In my devotional time the other day I was reading through Revelation 4. And in verse 11 it speaks to Jesus as creator.
It says, “You are worthy, our Lord and God, to receive glory and honor and power, for you created all things, and by your will they were created and have their being.”
What struck me was phrase “by your will they were created.”
I started reflecting on that thought, that all things have their being, their existence, for one reason and one reason only.
Because God - Jesus - willed it into existence.
You were willed by God.
He willed you, and you specifically.
He wanted the you with the way you look, and your unique gifts and abilities, particular laugh that you have, those things that grab your heart - your passions.
None of that was an accident.
It didn’t just happen to be.
God willed you in particular so he could delight in you in particular, to enjoy you for the unique creation that you - and you alone - are.
And not just you, but every person you encounter - including everyone who lives in this neighborhood was willed by God.
That’s an amazing thought.
That’s a praise-God thought - you are worthy, our Lord and God, to receive glory and honor and power.
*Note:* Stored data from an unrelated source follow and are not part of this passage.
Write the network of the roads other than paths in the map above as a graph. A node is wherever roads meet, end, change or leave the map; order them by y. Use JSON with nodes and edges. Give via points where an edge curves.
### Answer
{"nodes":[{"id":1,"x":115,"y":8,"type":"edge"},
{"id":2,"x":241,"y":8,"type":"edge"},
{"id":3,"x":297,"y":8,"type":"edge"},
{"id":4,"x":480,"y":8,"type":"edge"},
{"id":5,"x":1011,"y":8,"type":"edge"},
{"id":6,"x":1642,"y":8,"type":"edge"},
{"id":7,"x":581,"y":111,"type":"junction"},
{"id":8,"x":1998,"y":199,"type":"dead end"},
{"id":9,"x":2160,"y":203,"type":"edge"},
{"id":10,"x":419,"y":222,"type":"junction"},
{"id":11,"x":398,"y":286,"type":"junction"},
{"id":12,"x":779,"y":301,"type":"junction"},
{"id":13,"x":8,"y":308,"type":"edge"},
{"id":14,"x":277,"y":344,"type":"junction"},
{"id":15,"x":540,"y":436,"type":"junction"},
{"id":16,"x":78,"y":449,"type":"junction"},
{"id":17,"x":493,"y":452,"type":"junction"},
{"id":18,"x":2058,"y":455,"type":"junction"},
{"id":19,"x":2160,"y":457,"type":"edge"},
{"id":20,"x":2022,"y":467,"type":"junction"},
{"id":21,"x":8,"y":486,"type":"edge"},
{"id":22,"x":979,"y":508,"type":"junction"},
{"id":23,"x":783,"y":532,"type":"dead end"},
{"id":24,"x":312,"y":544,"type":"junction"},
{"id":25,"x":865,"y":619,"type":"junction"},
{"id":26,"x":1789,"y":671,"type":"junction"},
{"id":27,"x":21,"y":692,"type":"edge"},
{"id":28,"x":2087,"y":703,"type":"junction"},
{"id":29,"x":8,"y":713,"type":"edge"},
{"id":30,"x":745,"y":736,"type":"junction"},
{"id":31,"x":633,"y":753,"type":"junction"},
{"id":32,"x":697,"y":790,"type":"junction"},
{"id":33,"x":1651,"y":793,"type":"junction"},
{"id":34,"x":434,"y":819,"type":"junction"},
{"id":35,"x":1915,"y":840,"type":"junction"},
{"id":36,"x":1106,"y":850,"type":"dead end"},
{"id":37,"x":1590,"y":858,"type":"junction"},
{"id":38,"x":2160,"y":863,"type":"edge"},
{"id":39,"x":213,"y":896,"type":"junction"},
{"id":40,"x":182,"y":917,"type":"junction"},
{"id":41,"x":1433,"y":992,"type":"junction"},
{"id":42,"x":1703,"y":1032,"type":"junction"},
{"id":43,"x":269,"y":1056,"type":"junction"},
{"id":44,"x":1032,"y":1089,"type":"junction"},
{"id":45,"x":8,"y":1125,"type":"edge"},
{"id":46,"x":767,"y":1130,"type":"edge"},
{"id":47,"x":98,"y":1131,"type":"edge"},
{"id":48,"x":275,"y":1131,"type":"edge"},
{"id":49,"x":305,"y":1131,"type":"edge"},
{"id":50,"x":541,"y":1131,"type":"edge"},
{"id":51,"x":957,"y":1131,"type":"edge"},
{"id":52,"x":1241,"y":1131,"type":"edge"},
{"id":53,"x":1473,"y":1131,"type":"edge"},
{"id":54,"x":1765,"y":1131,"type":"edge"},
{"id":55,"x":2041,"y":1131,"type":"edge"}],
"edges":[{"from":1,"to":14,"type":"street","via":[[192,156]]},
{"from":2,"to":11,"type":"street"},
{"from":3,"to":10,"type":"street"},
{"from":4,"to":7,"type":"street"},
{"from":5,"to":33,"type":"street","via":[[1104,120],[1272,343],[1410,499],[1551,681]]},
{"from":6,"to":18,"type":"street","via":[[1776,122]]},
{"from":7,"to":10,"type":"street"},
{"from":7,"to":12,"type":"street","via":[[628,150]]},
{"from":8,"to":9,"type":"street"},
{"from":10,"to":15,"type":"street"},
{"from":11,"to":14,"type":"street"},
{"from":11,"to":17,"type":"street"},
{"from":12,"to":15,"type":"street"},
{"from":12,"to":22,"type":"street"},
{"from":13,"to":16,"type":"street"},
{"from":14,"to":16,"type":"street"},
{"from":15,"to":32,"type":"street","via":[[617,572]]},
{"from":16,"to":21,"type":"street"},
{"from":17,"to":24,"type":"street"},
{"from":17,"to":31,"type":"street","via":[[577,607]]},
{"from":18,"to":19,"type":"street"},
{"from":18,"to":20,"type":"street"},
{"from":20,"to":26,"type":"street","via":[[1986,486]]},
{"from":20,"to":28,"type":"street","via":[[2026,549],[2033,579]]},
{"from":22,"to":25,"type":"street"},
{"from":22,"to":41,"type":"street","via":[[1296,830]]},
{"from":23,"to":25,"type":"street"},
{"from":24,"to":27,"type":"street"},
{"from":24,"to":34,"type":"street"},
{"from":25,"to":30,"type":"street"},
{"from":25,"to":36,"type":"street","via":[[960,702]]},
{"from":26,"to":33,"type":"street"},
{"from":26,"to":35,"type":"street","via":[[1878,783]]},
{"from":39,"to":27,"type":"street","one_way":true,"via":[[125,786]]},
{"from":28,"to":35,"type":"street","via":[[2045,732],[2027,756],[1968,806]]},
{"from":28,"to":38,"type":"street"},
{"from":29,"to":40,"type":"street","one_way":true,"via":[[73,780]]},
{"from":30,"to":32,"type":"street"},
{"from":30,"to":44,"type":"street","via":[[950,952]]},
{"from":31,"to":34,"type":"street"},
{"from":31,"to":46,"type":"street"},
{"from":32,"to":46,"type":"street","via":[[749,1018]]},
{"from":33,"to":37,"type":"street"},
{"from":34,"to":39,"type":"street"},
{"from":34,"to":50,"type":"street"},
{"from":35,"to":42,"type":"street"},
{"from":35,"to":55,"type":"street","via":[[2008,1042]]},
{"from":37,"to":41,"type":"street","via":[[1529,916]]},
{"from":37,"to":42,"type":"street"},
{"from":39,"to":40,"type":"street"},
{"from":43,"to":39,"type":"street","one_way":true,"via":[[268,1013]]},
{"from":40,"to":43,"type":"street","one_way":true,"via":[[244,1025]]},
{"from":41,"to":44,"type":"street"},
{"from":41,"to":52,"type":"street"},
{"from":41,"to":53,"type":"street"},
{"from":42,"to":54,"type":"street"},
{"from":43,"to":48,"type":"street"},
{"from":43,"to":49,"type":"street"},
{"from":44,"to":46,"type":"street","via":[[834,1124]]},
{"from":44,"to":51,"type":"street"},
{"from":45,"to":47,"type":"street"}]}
All of this is why this is Conspiracy-level kookiness.
It’s like saying - you see that guy over there.
No, not that one, one next to him, dark hair, kinda plain looking.
That’s God.
The true God.
Been around since dawn of time - everything you see around you - he made it.
Of course it’s only crazy if it’s not true.
But it does help to explain why so many folks missed it.
Why so many, as it says in verse 10, did not recognize him.
The God of all glory and power and wisdom walking around the neighborhood as another just ordinary person.
But it wasn’t just that he was so ordinary - it’s that he spoke and lived in such an unexpected manner.
He was different.
What do I mean by that?
Everyone - that includes people in Jesus’ time - and it includes us - we all have expectations or narratives (those little stories in our minds) of what we think God is like - some people see God as stern parent, or as a Santa Claus figure or great cosmic cop or maybe some powerful by generally absent figure.
If he exists at all.
But Jesus showed us what God the Father is like, vs. 18, The Message - No one has ever seen God, not so much as a glimpse.